Be aware that dental discounts plans are not regulated by state insurance departments. That doesn't mean these plans aren't legitimate, but you should take precautions when buying a dental discount plan, especially over the Internet, where you have to provide a variety of confidential information.

According to the NADP, these are some questions you should always ask a dental insurance or discount plan:

Are you licensed to offer this plan in this state? True dental insurers must be licensed in your state to sell dental insurance.

Are you registered with the Secretary of State? All legitimate companies operating in a state should have at least filed documents with the Secretary of State in the state where they are operating.

Are you registered with the Better Business Bureau? The BBB maintains a large database of companies, where they operate, contact information, and complaint data.

Where are you located and what is your address of operations? A bogus dental plan is likely to be hesitant to give you this information or will give you an address that is nothing more than a local post office box.

Can you mail me specifics on the plan before I sign up with the plan? Fraudulent plans are more likely to collect your "membership fee" before they will send you any information. All legitimate plans will have marketing materials that they will be more than happy to send you.

Do you have a Web site with more information? Most legitimate dental plan companies have extensive Web sites that outline their plan benefits, approximate costs, and the providers accepting the plan in your area.

Can I get a list of providers on the plan? Avoid any plan that cannot provide you with a list of dentists who accept their plan.

Can I think about it and get back to you next week? Bogus plans use high-pressure techniques to get you to join the day you call.

Is your plan endorsed by or affiliated with a legitimate national organization? According to the NADP, a recent bogus dental plan said it was endorsed by the "United Dental Association." There is no such organization.

Direct Reimbursement Plans

The most recent entrant to the dental benefits market is the direct reimbursement plan. This is a self-funded benefit plan (not insurance) in which an employer pays for dental care with its own funds, rather than paying premiums to an insurance company or having a third party process claims. You, the patient, pay the full amount directly to your dentist, then get a receipt for the services, which you show to your employer. The employer reimburses you for part or all of the dental costs, depending on your specific benefits.

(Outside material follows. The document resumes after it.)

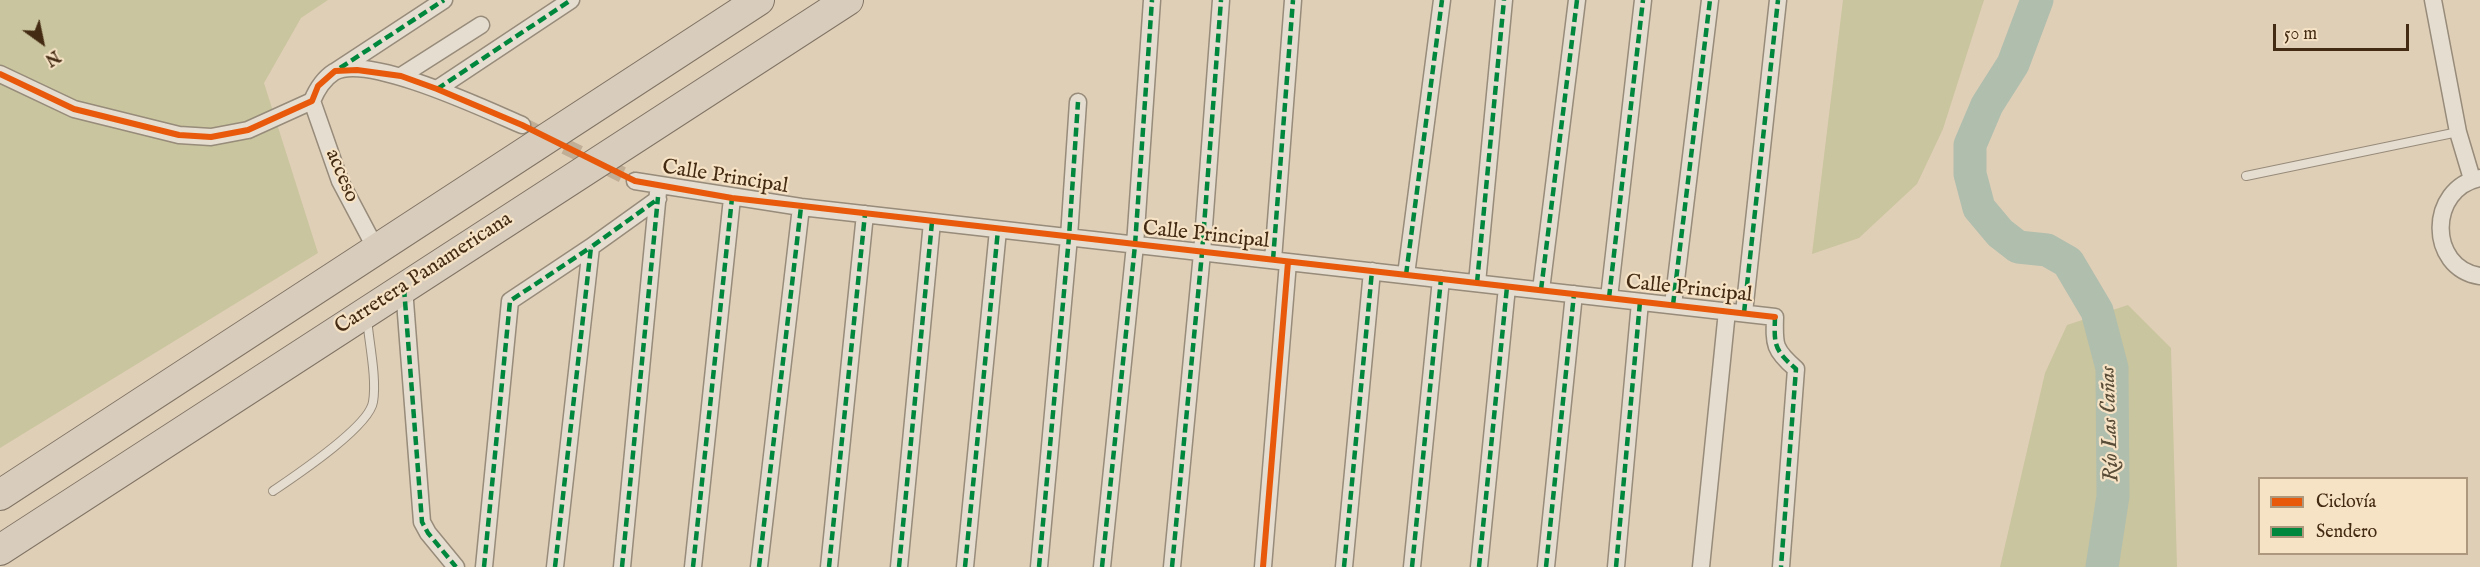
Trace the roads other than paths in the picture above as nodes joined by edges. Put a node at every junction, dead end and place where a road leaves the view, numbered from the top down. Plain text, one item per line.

Some features of a direct reimbursement plan:
  • Neither you nor your employer pay monthly premiums.
  • Freedom to choose any dentist.
  • Employer's cost depends on the number of employees and benefit caps.
  • Benefits are usually capped at $500 to $1,500 annually.
Have Your Employer Help

If you aren't happy with these dental plans, or they aren't available in your area, you have another option: Ask your employer to help out. You might think it's impossible, but many insurance companies have devised creative ways for employers to offer dental benefits without reaching into their own wallets. Most dental plans can be offered through what is known as a "voluntary group plan" by your employer. You and your colleagues who want to participate pay all the premiums or fees, not your employer. Your employer merely acts as the conduit through which the plan is offered.

Not only do you get access to a dental plan, but you get it at the lower-cost group rate.